Das fällt mir recht leicht. Ich kann relativ schnell mit der Stimme improvisieren und catchy Melodien raushauen. Das mache ich gerne. Auch zu Gitarre und Bass singe ich gerne. Da kommt dann eigentlich immer etwas anderes heraus. Es kommt also darauf an, welches Instrument ich gerade bespiele. Die Attitude ist da immer anders.

Ihr habt ja zum zehnjährigen Jubiläum von Just Friends and Lovers eine Kassette mit Covers von euren Songs herausgebracht. Wer hat denn da gecovert?

Genau! Wir haben da eingeladen und haben uns zum Geburtstag gewünscht, dass Bands, die unsere Musik mögen, Lieder von uns covern. Es ist tatsächlich eine Kassette zusammengekommen. Das hat uns sehr gefreut. Da haben zum Beispiel The Damski, Шапка (Schapka), Lurch, Kometa oder Just Roommates and Dogs gecovert. Also da haben auch Leute schnell eine Band für das Cover gegründet.(lacht)

Was würdest du jungen Drummer*innen auf ihren Weg mitgeben?

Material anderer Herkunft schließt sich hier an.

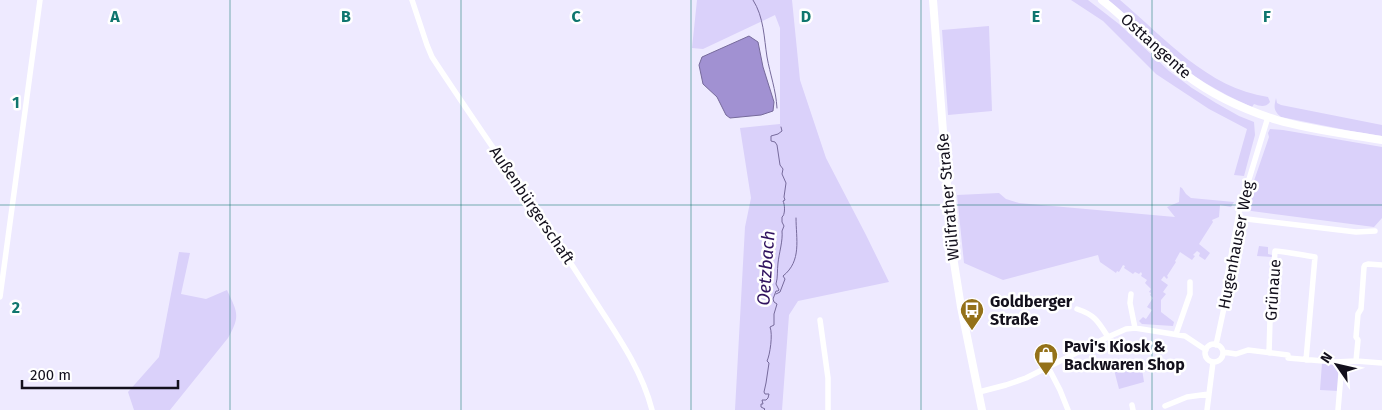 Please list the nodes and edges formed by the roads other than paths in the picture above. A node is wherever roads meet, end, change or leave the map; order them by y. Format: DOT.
graph roads {
  1 [pos="40,0"];
  2 [pos="412,0"];
  3 [pos="933,0"];
  4 [pos="1102,0"];
  5 [pos="1268,117"];
  6 [pos="1382,140"];
  7 [pos="1238,218"];
  8 [pos="1375,231"];
  9 [pos="1382,266"];
  10 [pos="1190,282"];
  11 [pos="1131,294"];
  12 [pos="0,297"];
  13 [pos="1077,309"];
  14 [pos="820,320"];
  15 [pos="1135,328"];
  16 [pos="1176,334"];
  17 [pos="1108,336"];
  18 [pos="1216,345"];
  19 [pos="1206,350"];
  20 [pos="1223,352"];
  21 [pos="1269,353"];
  22 [pos="1306,360"];
  23 [pos="1356,361"];
  24 [pos="1213,362"];
  25 [pos="1342,362"];
  26 [pos="1382,363"];
  27 [pos="1048,367"];
  28 [pos="979,392"];
  29 [pos="1209,394"];
  30 [pos="1165,406"];
  31 [pos="652,410"];
  32 [pos="828,410"];
  33 [pos="982,410"];
  34 [pos="1068,410"];
  35 [pos="1207,410"];
  36 [pos="1338,410"];
  1 -- 12 [label="street"];
  2 -- 31 [label="street, Außenbürgerschaft"];
  3 -- 28 [label="main road, Wülfrather Straße"];
  4 -- 5 [label="main road, Osttangente"];
  5 -- 6 [label="main road, Osttangente"];
  5 -- 7 [label="street, Hugenhauser Weg"];
  7 -- 8 [label="street"];
  7 -- 18 [label="street, Hugenhauser Weg"];
  9 -- 23 [label="street"];
  10 -- 16 [label="street"];
  11 -- 15 [label="street"];
  13 -- 17 [label="street"];
  14 -- 32 [label="street"];
  15 -- 16 [label="street"];
  15 -- 17 [label="street"];
  16 -- 19 [label="street"];
  17 -- 27 [label="street"];
  18 -- 19 [label="street"];
  18 -- 20 [label="street"];
  19 -- 24 [label="street"];
  20 -- 21 [label="street"];
  20 -- 24 [label="street"];
  21 -- 22 [label="street"];
  21 -- 22 [label="street, Grünaue"];
  22 -- 25 [label="street"];
  23 -- 25 [label="street"];
  23 -- 26 [label="street"];
  24 -- 29 [label="street"];
  25 -- 36 [label="street"];
  27 -- 28 [label="street"];
  27 -- 34 [label="street"];
  28 -- 33 [label="main road, Wülfrather Straße"];
  29 -- 30 [label="street"];
  29 -- 35 [label="street"];
} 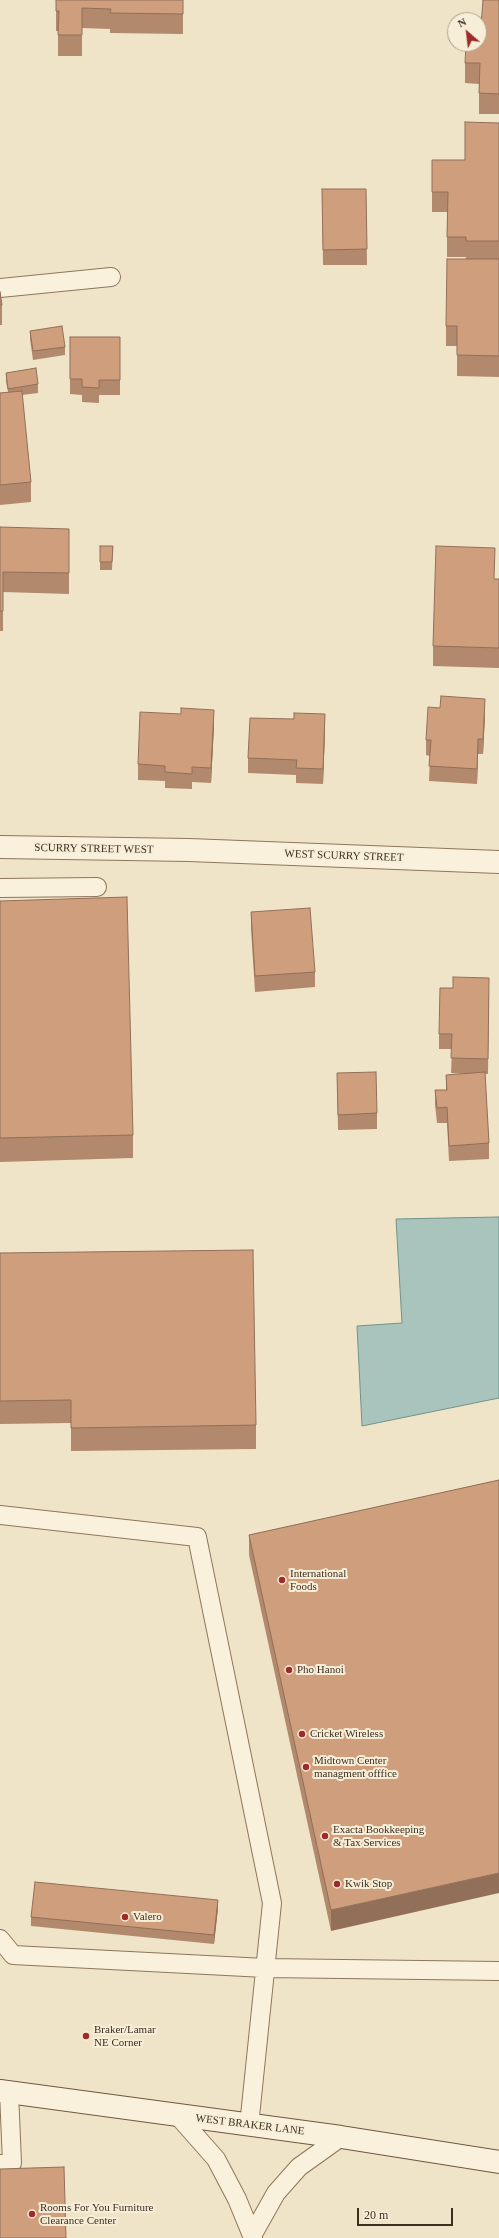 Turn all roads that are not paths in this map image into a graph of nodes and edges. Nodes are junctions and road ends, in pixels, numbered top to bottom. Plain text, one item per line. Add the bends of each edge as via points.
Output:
1 (111, 276) dead end
2 (0, 288) edge
3 (0, 847) edge
4 (189, 850) joint
5 (499, 862) edge
6 (97, 887) dead end
7 (0, 888) edge
8 (0, 1515) edge
9 (0, 1939) edge
10 (265, 1968) junction
11 (499, 1971) edge
12 (4, 2091) edge
13 (178, 2116) junction
14 (248, 2126) junction
15 (341, 2137) junction
16 (499, 2162) edge
17 (0, 2164) edge
18 (253, 2236) edge

1 - 2 lane
3 - 4 street, SCURRY STREET WEST
4 - 5 street, WEST SCURRY STREET
6 - 7 lane
8 - 10 lane via 197,1537 272,1903
9 - 10 lane via 12,1955
10 - 11 lane
10 - 14 lane
12 - 13 street, WEST BRAKER LANE
12 - 17 lane via 12,2163
13 - 14 street, WEST BRAKER LANE
13 - 18 lane via 216,2159
14 - 15 street, WEST BRAKER LANE
15 - 16 street, WEST BRAKER LANE
15 - 18 lane via 299,2167 276,2193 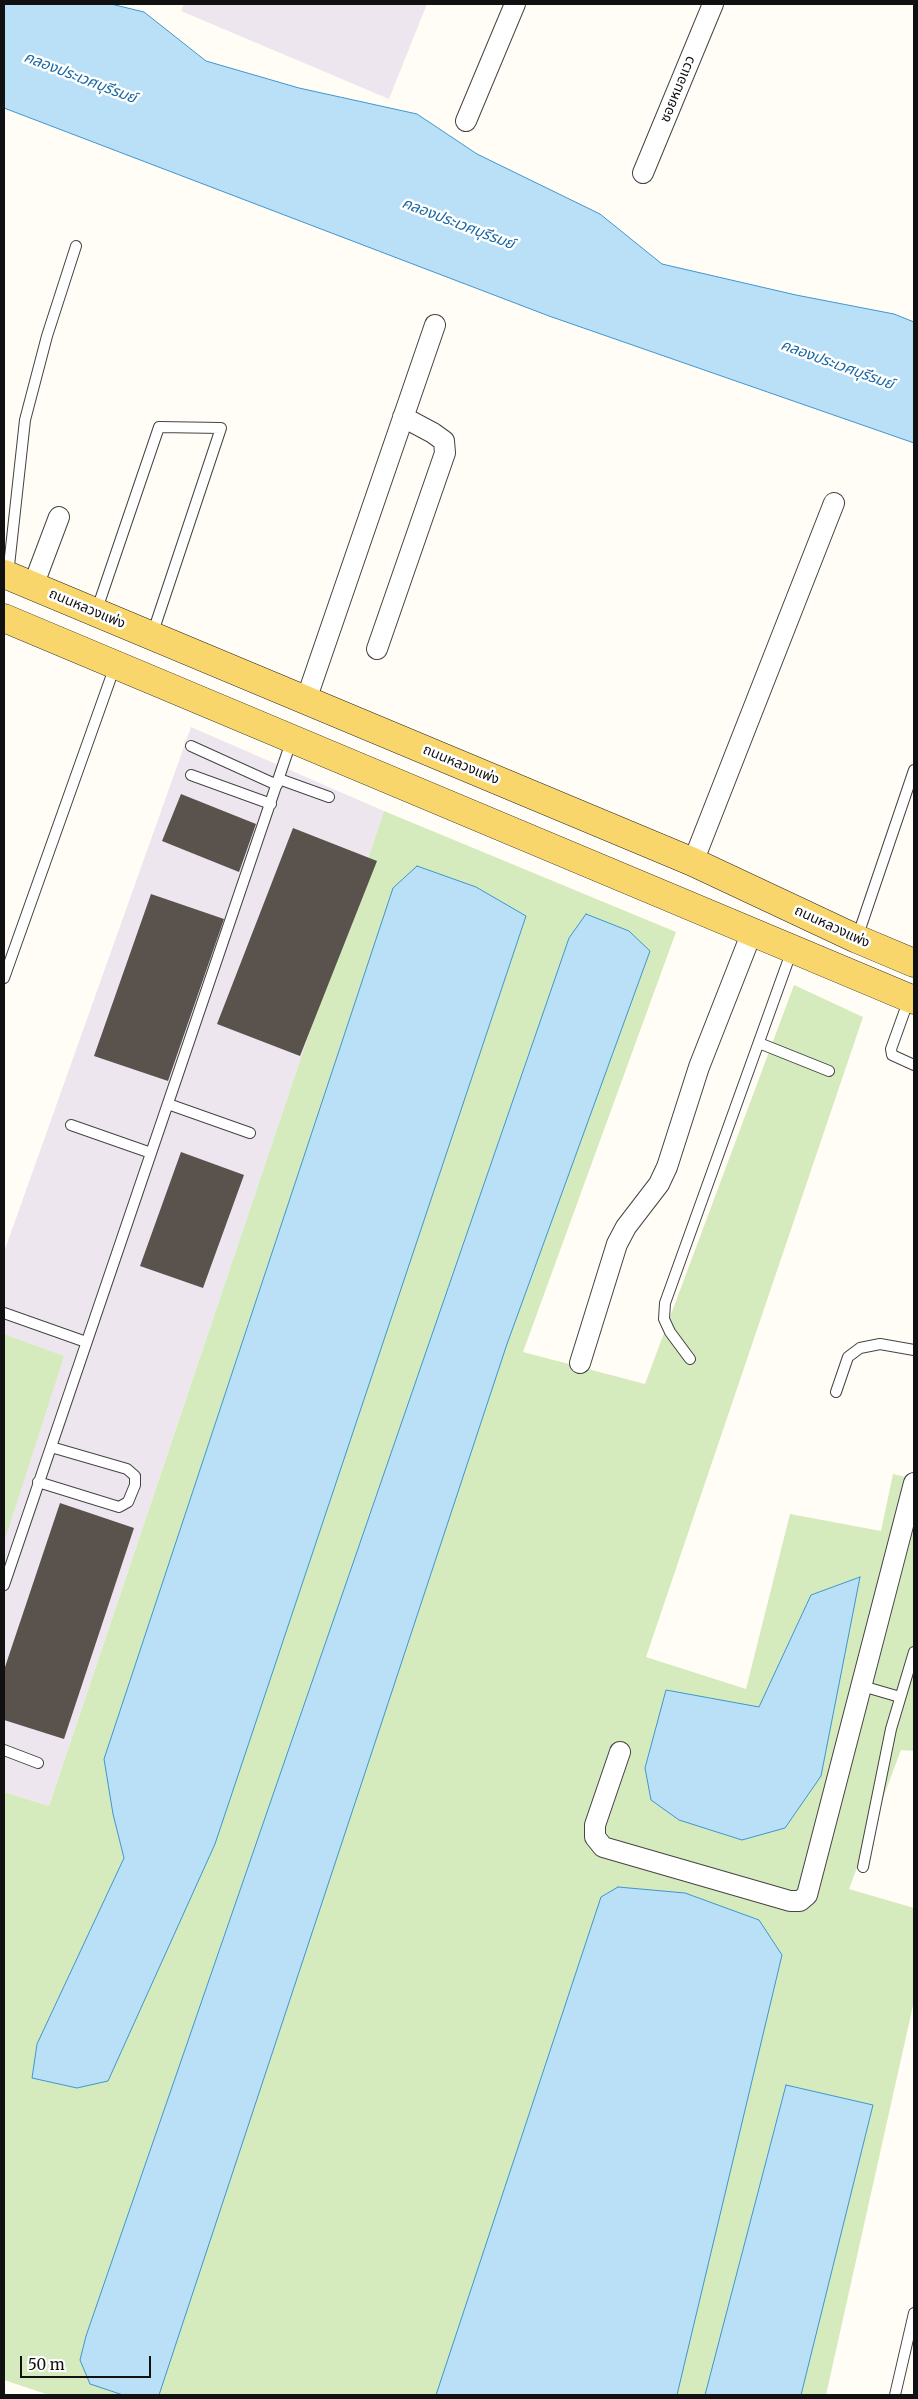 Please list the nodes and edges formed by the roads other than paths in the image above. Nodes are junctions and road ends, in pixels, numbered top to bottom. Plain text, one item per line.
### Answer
1 (515, 4) edge
2 (713, 4) edge
3 (466, 121) dead end
4 (643, 173) dead end
5 (76, 246) dead end
6 (435, 325) dead end
7 (403, 417) junction
8 (834, 503) dead end
9 (59, 518) dead end
10 (6, 575) edge
11 (33, 586) junction
12 (95, 613) junction
13 (4, 618) edge
14 (152, 636) junction
15 (377, 649) dead end
16 (116, 664) junction
17 (306, 700) junction
18 (293, 738) junction
19 (191, 746) dead end
20 (914, 770) edge
21 (191, 775) dead end
22 (278, 782) junction
23 (329, 797) dead end
24 (271, 804) junction
25 (693, 862) junction
26 (752, 932) junction
27 (856, 939) junction
28 (792, 949) junction
29 (913, 958) edge
30 (4, 978) edge
31 (912, 999) edge
32 (759, 1043) junction
33 (914, 1066) edge
34 (829, 1071) dead end
35 (168, 1104) junction
36 (71, 1125) dead end
37 (250, 1133) dead end
38 (151, 1153) junction
39 (4, 1313) edge
40 (86, 1342) junction
41 (914, 1350) edge
42 (690, 1359) dead end
43 (580, 1363) dead end
44 (836, 1392) dead end
45 (50, 1447) junction
46 (38, 1482) junction
47 (914, 1483) edge
48 (4, 1585) edge
49 (914, 1652) edge
50 (862, 1686) junction
51 (900, 1697) junction
52 (4, 1750) edge
53 (620, 1752) dead end
54 (38, 1763) dead end
55 (863, 1867) dead end
56 (914, 2313) edge
57 (895, 2395) edge

1 - 3 street
2 - 4 street, ซอยหมอแวว
5 - 10 lane
6 - 7 street
7 - 15 street
7 - 17 street
8 - 25 street
9 - 11 street
10 - 11 main road, ถนนหลวงแพ่ง
11 - 12 main road, ถนนหลวงแพ่ง
12 - 14 main road, ถนนหลวงแพ่ง
12 - 14 lane
13 - 16 main road
14 - 17 main road, ถนนหลวงแพ่ง
16 - 18 main road
16 - 30 lane
17 - 25 main road, ถนนหลวงแพ่ง
18 - 22 lane
18 - 26 main road
19 - 22 lane
20 - 27 lane
21 - 24 lane
22 - 23 lane
22 - 24 lane
24 - 35 lane
25 - 27 main road, ถนนหลวงแพ่ง
26 - 28 main road
26 - 43 street
27 - 29 main road, ถนนหลวงแพ่ง
28 - 31 main road
28 - 32 lane
31 - 33 lane
32 - 34 lane
32 - 42 lane
35 - 37 lane
35 - 38 lane
36 - 38 lane
38 - 40 lane
39 - 40 lane
40 - 45 lane
41 - 44 lane
45 - 46 lane
45 - 46 lane
46 - 48 lane
47 - 50 street
49 - 51 lane
50 - 51 lane
50 - 53 street
51 - 55 lane
52 - 54 lane
56 - 57 lane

Es war für mich damals sehr wichtig, dass ich mit Punk und mit einem freieren und leichteren Zugang zu Musik in Berührung gekommen bin. Das Verlernen von Ansprüchen und Zugängen hat mir vieles eröffnet. Ich musste wirklich lernen, mich frei auf etwas einzulassen. Damit habe ich zum Beispiel auch das Klavier wieder voll für mich entdeckt. Jetzt bin ich sehr dankbar dafür.

Darum würde ich sagen, einfach nichts scheißen, sich hinsetzen und mit einer Freude versuchen, das Ding zu machen. Habt keine Angst vor Fehlern und keine Angst davor, ganz anders zu klingen. Fehler können die ganze Sache auch erst interessant machen. Sich einfach vorzustellen, man nimmt die Sticks in die Hand, wie Kinder Buntstifte in die Hand nehmen.